The Joseph J. Jenkins House, at 27 Prospect Ave. in Park City, Utah, was built in 1891. It was listed on the National Register of Historic Places in 1984.

It is a two-story house set into a hillside, with a lower floor and a main floor above it, and gable end to the front. It has an Italianate-style bay window on the front. Its entrance is on the side, up a set of stairs to a small hip roof porch with the entrance door. The porch also reflects Italianate style in its turned piers and straight post balustrade.

In 1984 it was deemed "architecturally significant as a one of a kind house type in Park City. The majority of Park City houses were built as hall and parlor houses, T/L cottages, pyramid houses or variants of the pyramid house. Shotgun houses and bungalows occur in fewer numbers, but were also significant types. About 20% of the in-period extant buildings in Park City, including 57 Prospect, did not specifically fit into any one category or were altered so dramatically that the original type was not identifiable. The bay window and small porch superficially link this building with the Italianate style. The gable roofed form, however, is more like that of 1101 Norfolk, a house which, from the exterior, looks like a shotgun, but which in effect is only a square house with a gable roof. The house at 57 Prospect is a unique house that was created by combining popular Italianate decorative features with a more standard house form. This house documents the fact that although standard house types were the rule in Park City, exceptions to the standard types were also built. It is one of only three well preserved examples of houses that are exceptions to the standard types, all of which are included in this nomination."
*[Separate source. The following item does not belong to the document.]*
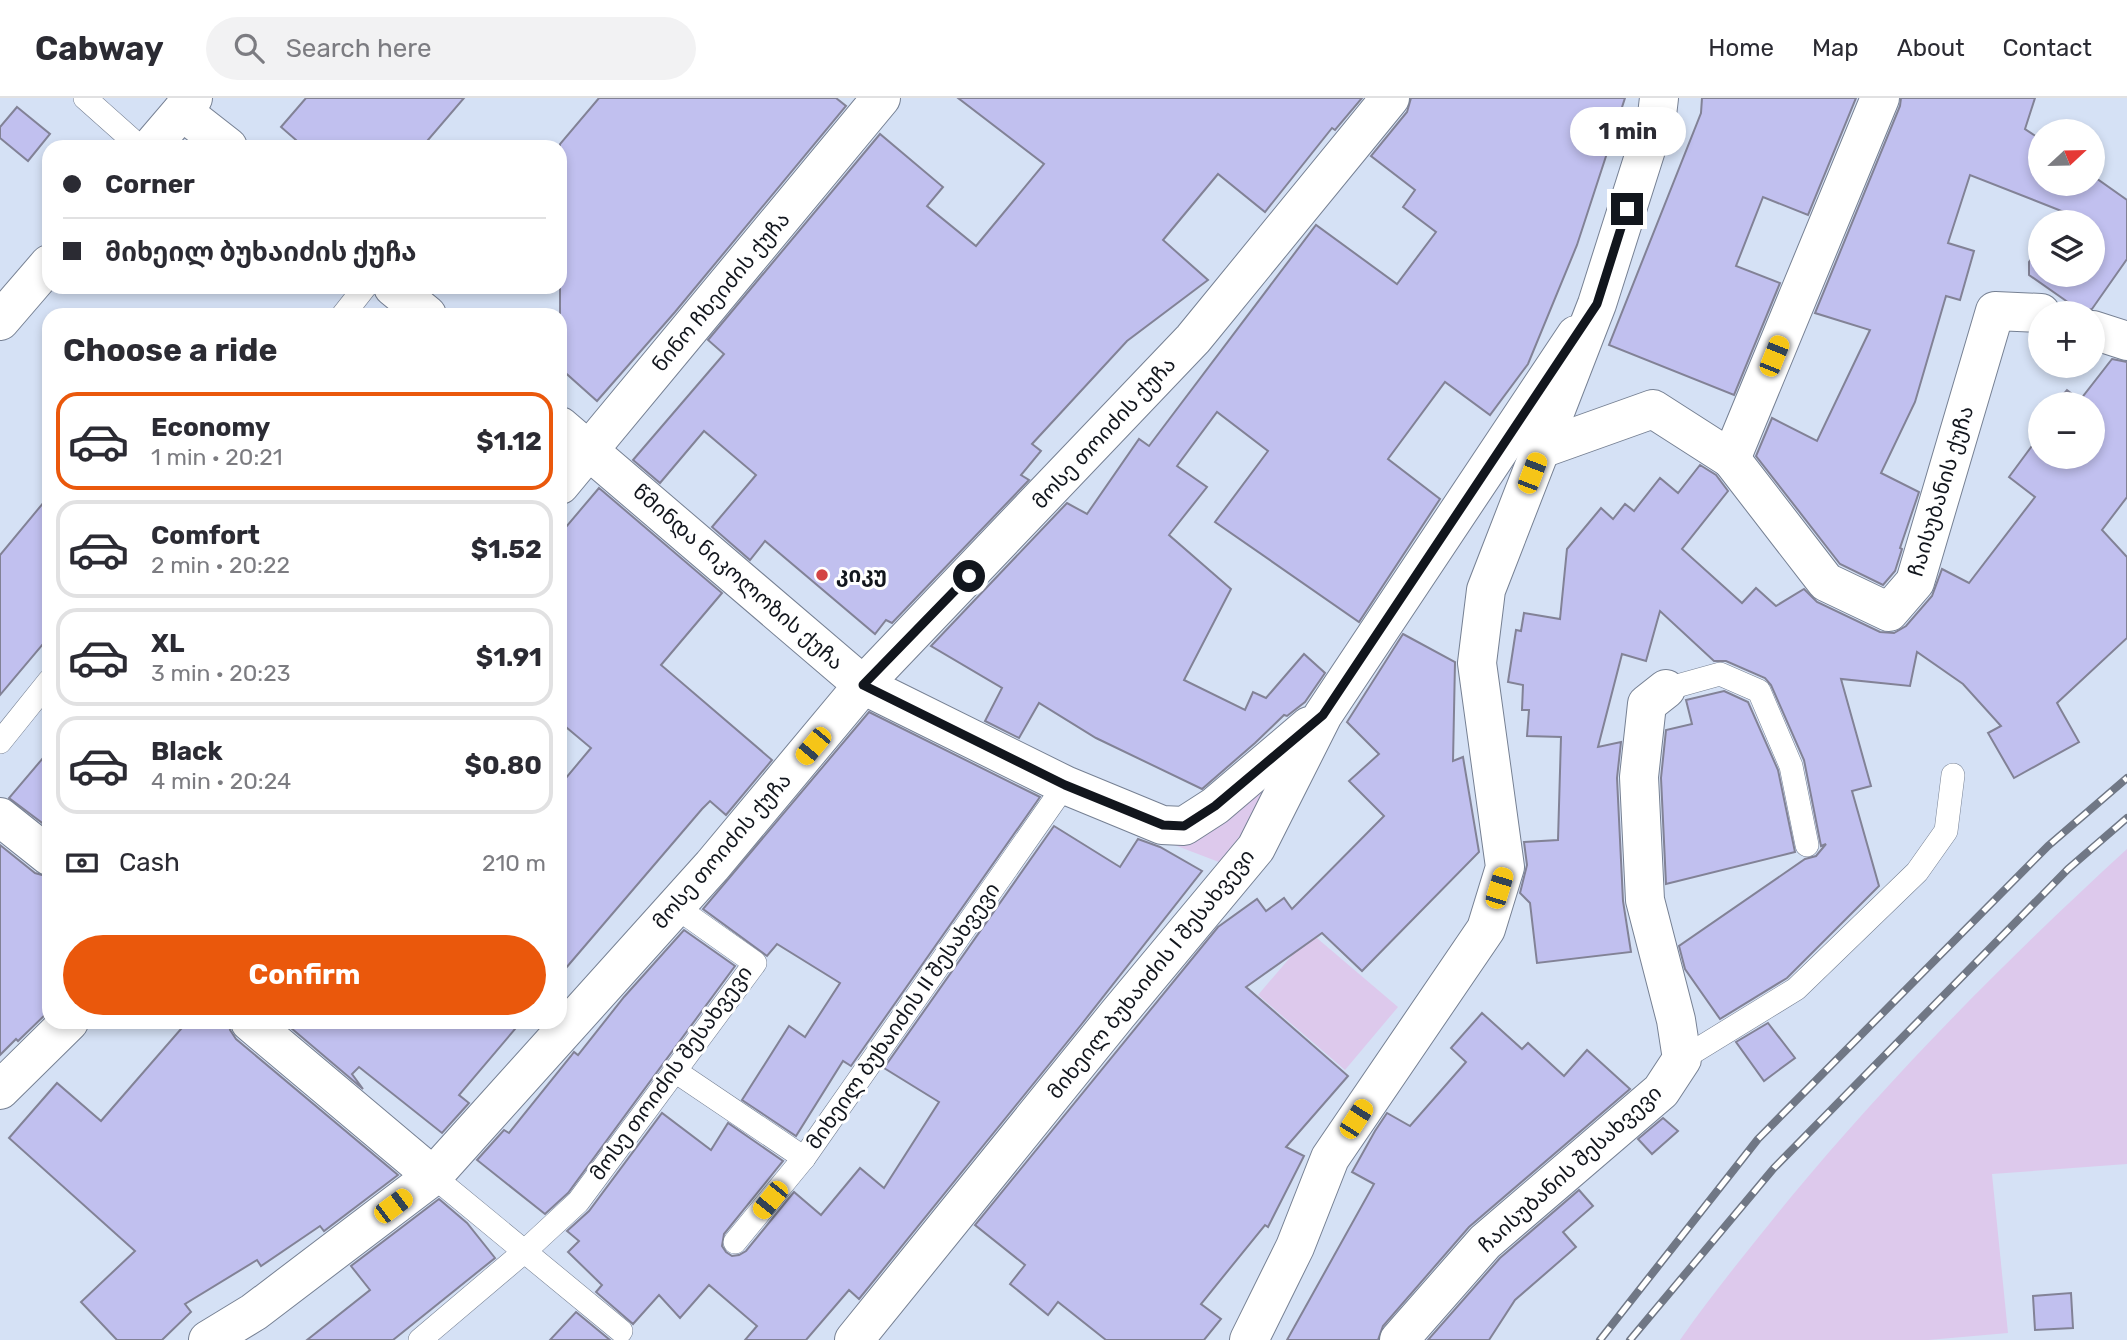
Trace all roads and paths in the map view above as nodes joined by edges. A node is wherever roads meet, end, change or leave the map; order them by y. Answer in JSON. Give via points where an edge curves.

It was built in 1891 by Joseph J. and Sarah J. Jenkins, who came from Virginia City, Nevada where Joseph had worked in the Comstock Mine. He worked as a miner for the Ontario Silver Mining Company for many years, and then from 1893 to 1897 served as assessor and
collector for Summit County. With Joseph failing in health from miner's consumption, the Jenkins sold the house in 1897 and moved to Salt Lake City in 1897, but Joseph died less than two years later.